→ **Data to use**:

___

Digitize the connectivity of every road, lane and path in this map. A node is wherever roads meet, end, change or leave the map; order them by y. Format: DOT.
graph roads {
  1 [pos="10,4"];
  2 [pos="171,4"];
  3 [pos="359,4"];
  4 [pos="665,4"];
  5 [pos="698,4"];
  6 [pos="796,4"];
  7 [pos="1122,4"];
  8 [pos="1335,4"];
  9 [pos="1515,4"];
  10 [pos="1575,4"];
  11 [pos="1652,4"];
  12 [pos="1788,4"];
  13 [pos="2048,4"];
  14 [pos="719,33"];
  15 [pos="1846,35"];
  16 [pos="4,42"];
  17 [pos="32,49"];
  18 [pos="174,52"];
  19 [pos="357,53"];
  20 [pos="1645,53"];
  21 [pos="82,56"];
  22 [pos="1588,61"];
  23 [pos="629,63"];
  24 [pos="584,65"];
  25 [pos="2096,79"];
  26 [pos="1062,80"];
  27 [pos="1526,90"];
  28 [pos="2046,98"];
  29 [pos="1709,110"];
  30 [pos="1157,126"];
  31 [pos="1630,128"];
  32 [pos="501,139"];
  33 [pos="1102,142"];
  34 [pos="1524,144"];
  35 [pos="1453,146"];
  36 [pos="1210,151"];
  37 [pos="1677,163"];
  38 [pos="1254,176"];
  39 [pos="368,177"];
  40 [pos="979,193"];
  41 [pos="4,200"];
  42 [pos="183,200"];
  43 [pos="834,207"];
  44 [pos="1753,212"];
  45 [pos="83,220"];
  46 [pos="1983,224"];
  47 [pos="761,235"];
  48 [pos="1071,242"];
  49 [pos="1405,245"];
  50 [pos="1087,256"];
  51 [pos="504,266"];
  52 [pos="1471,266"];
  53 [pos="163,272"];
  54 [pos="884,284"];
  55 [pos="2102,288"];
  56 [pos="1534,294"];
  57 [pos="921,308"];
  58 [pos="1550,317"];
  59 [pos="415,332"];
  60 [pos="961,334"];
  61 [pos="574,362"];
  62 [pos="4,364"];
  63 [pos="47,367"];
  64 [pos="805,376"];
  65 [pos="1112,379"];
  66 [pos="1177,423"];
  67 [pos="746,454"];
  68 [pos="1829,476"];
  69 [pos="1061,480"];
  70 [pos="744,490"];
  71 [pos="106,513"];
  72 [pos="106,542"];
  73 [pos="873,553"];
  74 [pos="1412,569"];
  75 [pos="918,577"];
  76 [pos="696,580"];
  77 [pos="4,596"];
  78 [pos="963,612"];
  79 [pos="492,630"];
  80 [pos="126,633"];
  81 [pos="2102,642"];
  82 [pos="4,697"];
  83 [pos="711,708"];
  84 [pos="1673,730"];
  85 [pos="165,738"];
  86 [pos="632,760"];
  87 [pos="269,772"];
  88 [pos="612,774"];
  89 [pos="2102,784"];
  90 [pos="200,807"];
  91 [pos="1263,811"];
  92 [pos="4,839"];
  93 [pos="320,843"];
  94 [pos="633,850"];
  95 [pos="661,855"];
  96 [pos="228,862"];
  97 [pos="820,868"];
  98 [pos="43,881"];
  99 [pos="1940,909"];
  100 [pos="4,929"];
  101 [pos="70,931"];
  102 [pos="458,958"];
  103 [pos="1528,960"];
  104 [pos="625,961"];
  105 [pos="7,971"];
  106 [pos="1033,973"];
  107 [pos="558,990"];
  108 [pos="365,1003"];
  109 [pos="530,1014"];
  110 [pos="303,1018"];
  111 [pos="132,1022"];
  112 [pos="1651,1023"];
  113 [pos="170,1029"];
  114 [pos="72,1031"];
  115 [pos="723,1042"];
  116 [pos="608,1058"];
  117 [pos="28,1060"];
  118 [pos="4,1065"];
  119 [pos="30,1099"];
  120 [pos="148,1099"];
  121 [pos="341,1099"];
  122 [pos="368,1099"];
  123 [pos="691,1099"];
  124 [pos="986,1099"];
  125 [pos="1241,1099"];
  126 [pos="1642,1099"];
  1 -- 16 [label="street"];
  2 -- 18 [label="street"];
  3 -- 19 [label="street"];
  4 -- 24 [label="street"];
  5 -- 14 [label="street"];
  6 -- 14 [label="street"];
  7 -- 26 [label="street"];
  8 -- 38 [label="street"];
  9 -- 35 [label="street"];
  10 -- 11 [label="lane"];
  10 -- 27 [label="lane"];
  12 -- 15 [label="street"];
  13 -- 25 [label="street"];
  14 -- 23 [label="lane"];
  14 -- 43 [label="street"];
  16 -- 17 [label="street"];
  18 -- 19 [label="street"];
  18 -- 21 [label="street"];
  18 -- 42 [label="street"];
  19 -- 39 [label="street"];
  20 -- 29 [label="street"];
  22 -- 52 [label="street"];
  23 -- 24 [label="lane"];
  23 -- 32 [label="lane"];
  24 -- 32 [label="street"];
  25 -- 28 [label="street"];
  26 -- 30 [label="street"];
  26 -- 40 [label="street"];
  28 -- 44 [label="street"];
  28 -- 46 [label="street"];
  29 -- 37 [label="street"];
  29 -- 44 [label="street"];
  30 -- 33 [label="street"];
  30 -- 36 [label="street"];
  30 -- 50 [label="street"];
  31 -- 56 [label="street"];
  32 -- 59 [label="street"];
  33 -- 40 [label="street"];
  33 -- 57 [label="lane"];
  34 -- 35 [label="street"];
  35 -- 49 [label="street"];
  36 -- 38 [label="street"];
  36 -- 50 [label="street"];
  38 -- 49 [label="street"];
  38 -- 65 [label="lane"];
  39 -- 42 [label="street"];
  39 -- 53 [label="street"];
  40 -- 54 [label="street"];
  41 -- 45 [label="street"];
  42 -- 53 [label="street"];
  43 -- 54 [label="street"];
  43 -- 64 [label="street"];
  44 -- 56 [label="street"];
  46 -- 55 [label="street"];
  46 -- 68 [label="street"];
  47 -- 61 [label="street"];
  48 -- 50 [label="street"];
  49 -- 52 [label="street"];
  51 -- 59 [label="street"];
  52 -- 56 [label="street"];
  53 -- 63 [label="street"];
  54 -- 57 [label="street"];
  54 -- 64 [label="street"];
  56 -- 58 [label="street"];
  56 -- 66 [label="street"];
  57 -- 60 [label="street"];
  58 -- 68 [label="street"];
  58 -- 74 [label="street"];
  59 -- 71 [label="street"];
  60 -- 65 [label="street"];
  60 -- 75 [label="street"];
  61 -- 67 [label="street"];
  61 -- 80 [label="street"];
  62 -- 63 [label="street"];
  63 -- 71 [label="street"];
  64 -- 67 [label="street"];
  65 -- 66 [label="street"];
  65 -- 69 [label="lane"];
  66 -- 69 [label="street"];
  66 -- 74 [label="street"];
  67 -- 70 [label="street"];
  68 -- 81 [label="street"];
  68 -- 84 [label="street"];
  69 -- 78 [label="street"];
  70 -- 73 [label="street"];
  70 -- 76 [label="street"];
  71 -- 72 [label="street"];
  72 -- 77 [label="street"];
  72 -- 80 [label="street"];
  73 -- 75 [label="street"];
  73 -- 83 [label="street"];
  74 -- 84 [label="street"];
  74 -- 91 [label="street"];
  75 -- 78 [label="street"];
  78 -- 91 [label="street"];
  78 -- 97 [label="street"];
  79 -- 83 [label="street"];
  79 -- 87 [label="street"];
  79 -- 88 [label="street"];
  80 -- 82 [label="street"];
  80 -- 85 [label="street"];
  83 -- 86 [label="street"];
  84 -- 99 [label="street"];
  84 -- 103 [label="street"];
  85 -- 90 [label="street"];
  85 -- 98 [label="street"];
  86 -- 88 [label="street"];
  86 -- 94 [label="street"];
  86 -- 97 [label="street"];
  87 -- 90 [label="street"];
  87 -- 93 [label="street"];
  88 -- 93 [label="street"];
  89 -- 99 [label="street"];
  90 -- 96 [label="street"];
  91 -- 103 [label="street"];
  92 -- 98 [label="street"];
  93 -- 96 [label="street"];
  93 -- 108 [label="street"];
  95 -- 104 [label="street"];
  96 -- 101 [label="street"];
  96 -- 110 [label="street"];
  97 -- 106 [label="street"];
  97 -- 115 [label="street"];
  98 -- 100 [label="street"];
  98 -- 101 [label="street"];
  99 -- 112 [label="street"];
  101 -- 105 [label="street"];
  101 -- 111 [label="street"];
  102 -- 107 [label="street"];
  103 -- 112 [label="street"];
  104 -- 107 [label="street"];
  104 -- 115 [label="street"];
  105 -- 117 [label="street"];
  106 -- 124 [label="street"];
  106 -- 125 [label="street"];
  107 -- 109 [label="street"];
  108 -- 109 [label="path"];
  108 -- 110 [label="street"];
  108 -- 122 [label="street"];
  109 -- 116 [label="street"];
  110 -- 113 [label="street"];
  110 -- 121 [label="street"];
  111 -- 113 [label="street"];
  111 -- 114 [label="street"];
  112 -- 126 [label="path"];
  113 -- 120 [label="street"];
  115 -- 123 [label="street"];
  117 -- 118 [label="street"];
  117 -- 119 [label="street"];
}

___

→ **What is required**: Your answer must consist of every line in the listing that contains "lane".

→ **Task answer**:
Digitize the connectivity of every road, lane and path in this map. A node is wherever roads meet, end, change or leave the map; order them by y. Format: DOT.
  10 -- 11 [label="lane"];
  10 -- 27 [label="lane"];
  14 -- 23 [label="lane"];
  23 -- 24 [label="lane"];
  23 -- 32 [label="lane"];
  33 -- 57 [label="lane"];
  38 -- 65 [label="lane"];
  65 -- 69 [label="lane"];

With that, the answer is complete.